Una verifica della possibilità di modificare il regolamento comunitario sull'etichettatura dei prodotti alimentari, con l'obiettivo di tutelare la trasparenza e la qualità nell'interesse dei consumatori e del Made in Italy, è non solo opportuna, ma indispensabile.
E' quanto rileva la Coldiretti in riferimento al parere favorevole dato dal Governo ad un ordine del giorno presentato alla Camera, nell'ambito delle votazioni per la legge di Stabilità, da Michele Anzaldi, componente della Commissione Agricoltura, con il quale si chiede la revisione della norma sulle etichette con l'attivazione presso il ministero delle Politiche Agricole, entro 30 giorni, di un tavolo istituzionale di confronto con le parti interessate.

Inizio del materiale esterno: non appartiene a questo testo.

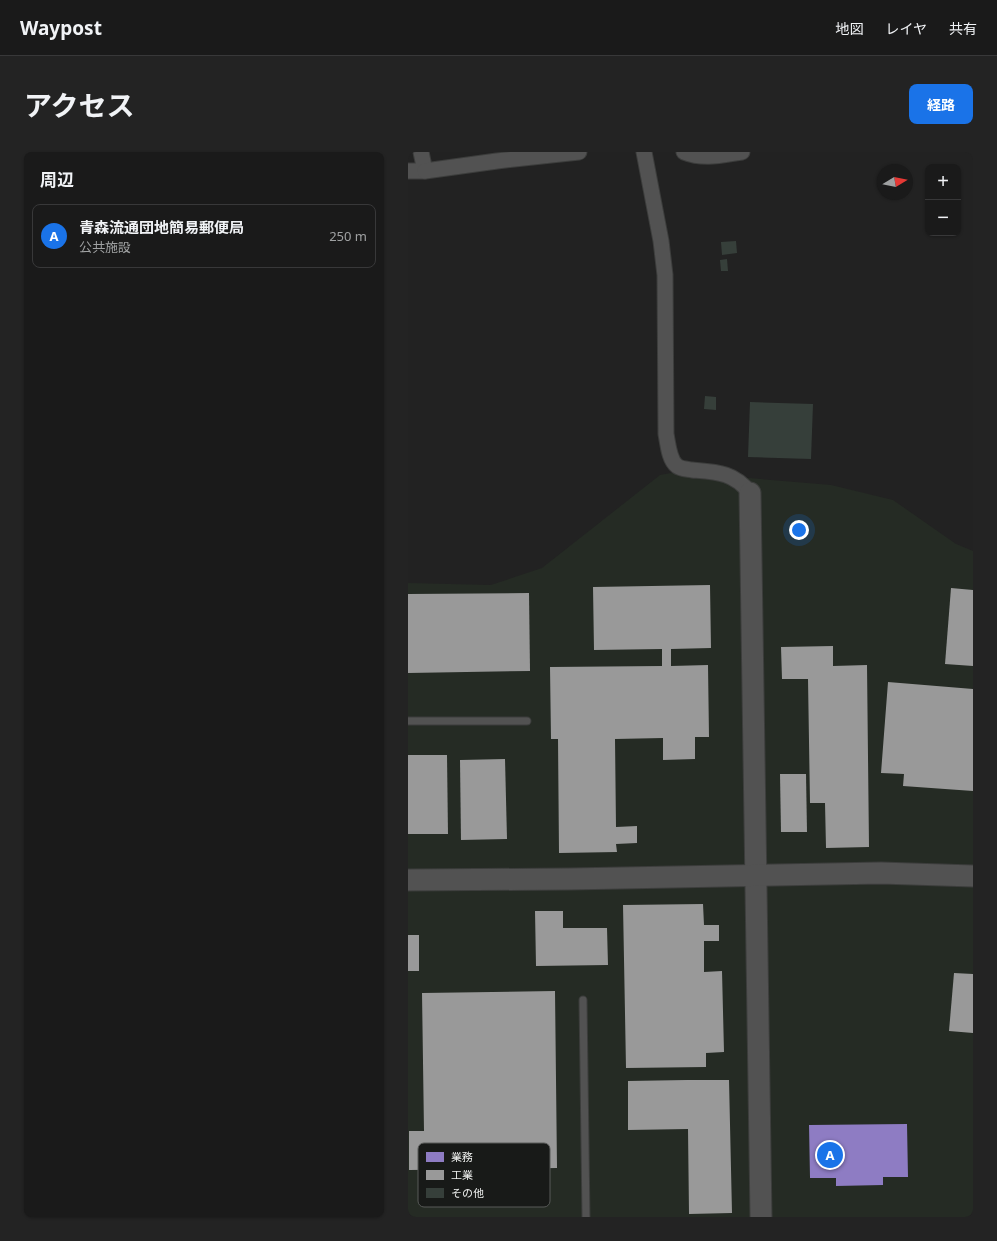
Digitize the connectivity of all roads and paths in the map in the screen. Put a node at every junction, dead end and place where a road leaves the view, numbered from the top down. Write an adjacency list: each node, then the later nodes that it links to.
1 (421, 152): 6 (street)
2 (579, 152): 6 (street)
3 (644, 152): 8 (street)
4 (684, 152): 5 (street)
5 (742, 152)
6 (425, 171): 7 (street)
7 (408, 172)
8 (750, 493): 11 (street)
9 (408, 721): 10 (lane)
10 (527, 721)
11 (756, 876): 12 (street); 13 (street); 16 (street)
12 (973, 876)
13 (408, 880)
14 (583, 1000): 15 (lane)
15 (586, 1217)
16 (761, 1217)

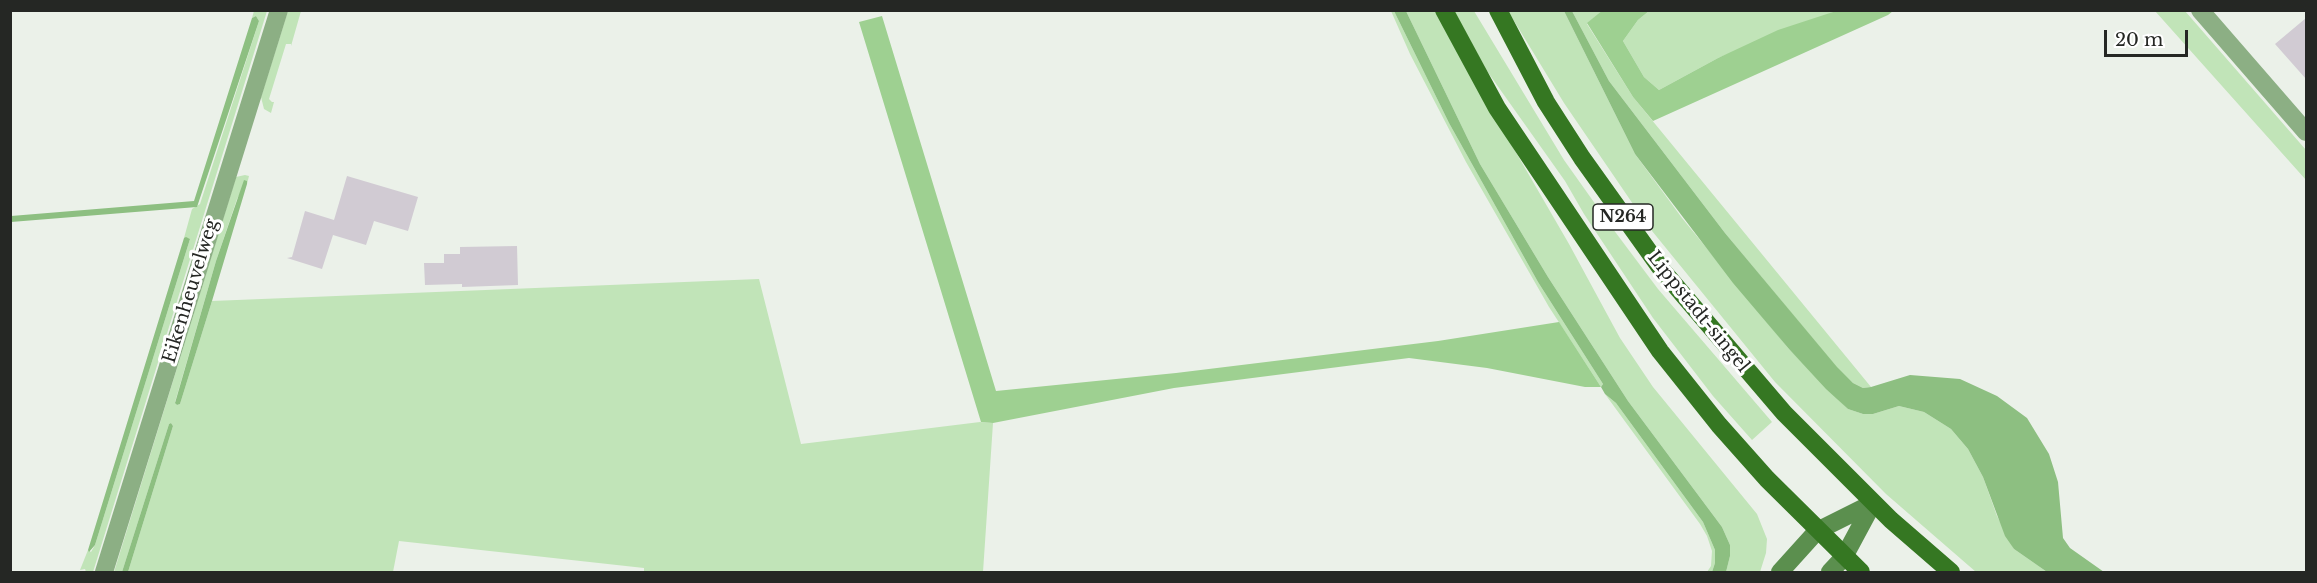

Con il nuovo regolamento comunitario entrato in vigore lo scorso 13 dicembre – ricorda la Coldiretti - viene abolito l'obbligo di indicare nei prodotti lo stabilimento di produzione. In questo modo, anche se i prodotti italiani continueranno ad avere la dicitura Made in Italy, perché le nostre aziende lo ritengono giustamente un valore aggiunto, i produttori stranieri non avranno l'obbligo di indicare nulla, con il rischio di trarre in inganno i consumatori. Di qui l'esigenza di rivedere le disposizione della contraddittoria normativa comunitaria che mantiene anonima oltre la metà della spesa obbligando ad indicare la provenienza nelle etichette – precisa la Coldiretti - per la carne bovina, ma non per i prosciutti, per l'ortofrutta fresca ma non per i succhi di frutta, per le uova ma non per i formaggi, per il miele ma non per il latte.
Anche se un passo avanti importante è stato fatto – sostiene la Coldiretti – non si è posto fine agli inganni del finto Made in Italy sugli scaffali che riguardano due prosciutti su tre venduti come italiani, ma provenienti da maiali allevati all'estero, ma anche tre cartoni di latte a lunga conservazione su quattro che sono stranieri senza indicazione in etichetta, oltre un terzo della pasta ottenuta da grano che non è stato coltivato in Italia all'insaputa dei consumatori e la metà delle mozzarelle che sono fatte con latte straniero o addirittura semilavorati industriali (cagliate) provenienti dall'estero. In altre parole – conclude la Coldiretti - contiene materie prime straniere circa un terzo (33 per cento) della produzione complessiva dei prodotti agroalimentari venduti in Italia o esportati con il marchio Made in Italy, all'insaputa dei consumatori ed a danno delle aziende agricole.